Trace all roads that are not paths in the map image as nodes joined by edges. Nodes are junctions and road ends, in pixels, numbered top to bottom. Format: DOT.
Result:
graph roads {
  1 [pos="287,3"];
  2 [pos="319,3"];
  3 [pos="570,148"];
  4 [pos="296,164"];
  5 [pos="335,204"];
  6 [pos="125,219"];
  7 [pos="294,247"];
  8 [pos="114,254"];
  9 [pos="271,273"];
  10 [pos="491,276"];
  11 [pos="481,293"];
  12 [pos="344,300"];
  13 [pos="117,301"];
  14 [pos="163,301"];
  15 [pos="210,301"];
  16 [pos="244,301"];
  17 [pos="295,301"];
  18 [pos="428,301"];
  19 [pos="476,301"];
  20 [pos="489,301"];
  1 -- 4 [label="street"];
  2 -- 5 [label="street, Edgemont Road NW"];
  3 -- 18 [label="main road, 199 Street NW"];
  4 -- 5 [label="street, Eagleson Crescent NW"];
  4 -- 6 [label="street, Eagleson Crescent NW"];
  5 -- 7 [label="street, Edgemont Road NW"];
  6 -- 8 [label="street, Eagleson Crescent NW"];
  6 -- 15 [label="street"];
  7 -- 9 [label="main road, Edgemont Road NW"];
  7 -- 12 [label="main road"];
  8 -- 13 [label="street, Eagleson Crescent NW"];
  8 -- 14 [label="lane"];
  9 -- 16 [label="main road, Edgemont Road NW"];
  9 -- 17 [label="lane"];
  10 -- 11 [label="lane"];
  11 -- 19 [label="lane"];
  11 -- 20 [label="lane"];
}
━━━
Brief:
Copy each line of the data exactly, leaving nothing out.

Finished exercise:
Trace all roads that are not paths in the map image as nodes joined by edges. Nodes are junctions and road ends, in pixels, numbered top to bottom. Format: DOT.
Result:
graph roads {
  1 [pos="287,3"];
  2 [pos="319,3"];
  3 [pos="570,148"];
  4 [pos="296,164"];
  5 [pos="335,204"];
  6 [pos="125,219"];
  7 [pos="294,247"];
  8 [pos="114,254"];
  9 [pos="271,273"];
  10 [pos="491,276"];
  11 [pos="481,293"];
  12 [pos="344,300"];
  13 [pos="117,301"];
  14 [pos="163,301"];
  15 [pos="210,301"];
  16 [pos="244,301"];
  17 [pos="295,301"];
  18 [pos="428,301"];
  19 [pos="476,301"];
  20 [pos="489,301"];
  1 -- 4 [label="street"];
  2 -- 5 [label="street, Edgemont Road NW"];
  3 -- 18 [label="main road, 199 Street NW"];
  4 -- 5 [label="street, Eagleson Crescent NW"];
  4 -- 6 [label="street, Eagleson Crescent NW"];
  5 -- 7 [label="street, Edgemont Road NW"];
  6 -- 8 [label="street, Eagleson Crescent NW"];
  6 -- 15 [label="street"];
  7 -- 9 [label="main road, Edgemont Road NW"];
  7 -- 12 [label="main road"];
  8 -- 13 [label="street, Eagleson Crescent NW"];
  8 -- 14 [label="lane"];
  9 -- 16 [label="main road, Edgemont Road NW"];
  9 -- 17 [label="lane"];
  10 -- 11 [label="lane"];
  11 -- 19 [label="lane"];
  11 -- 20 [label="lane"];
}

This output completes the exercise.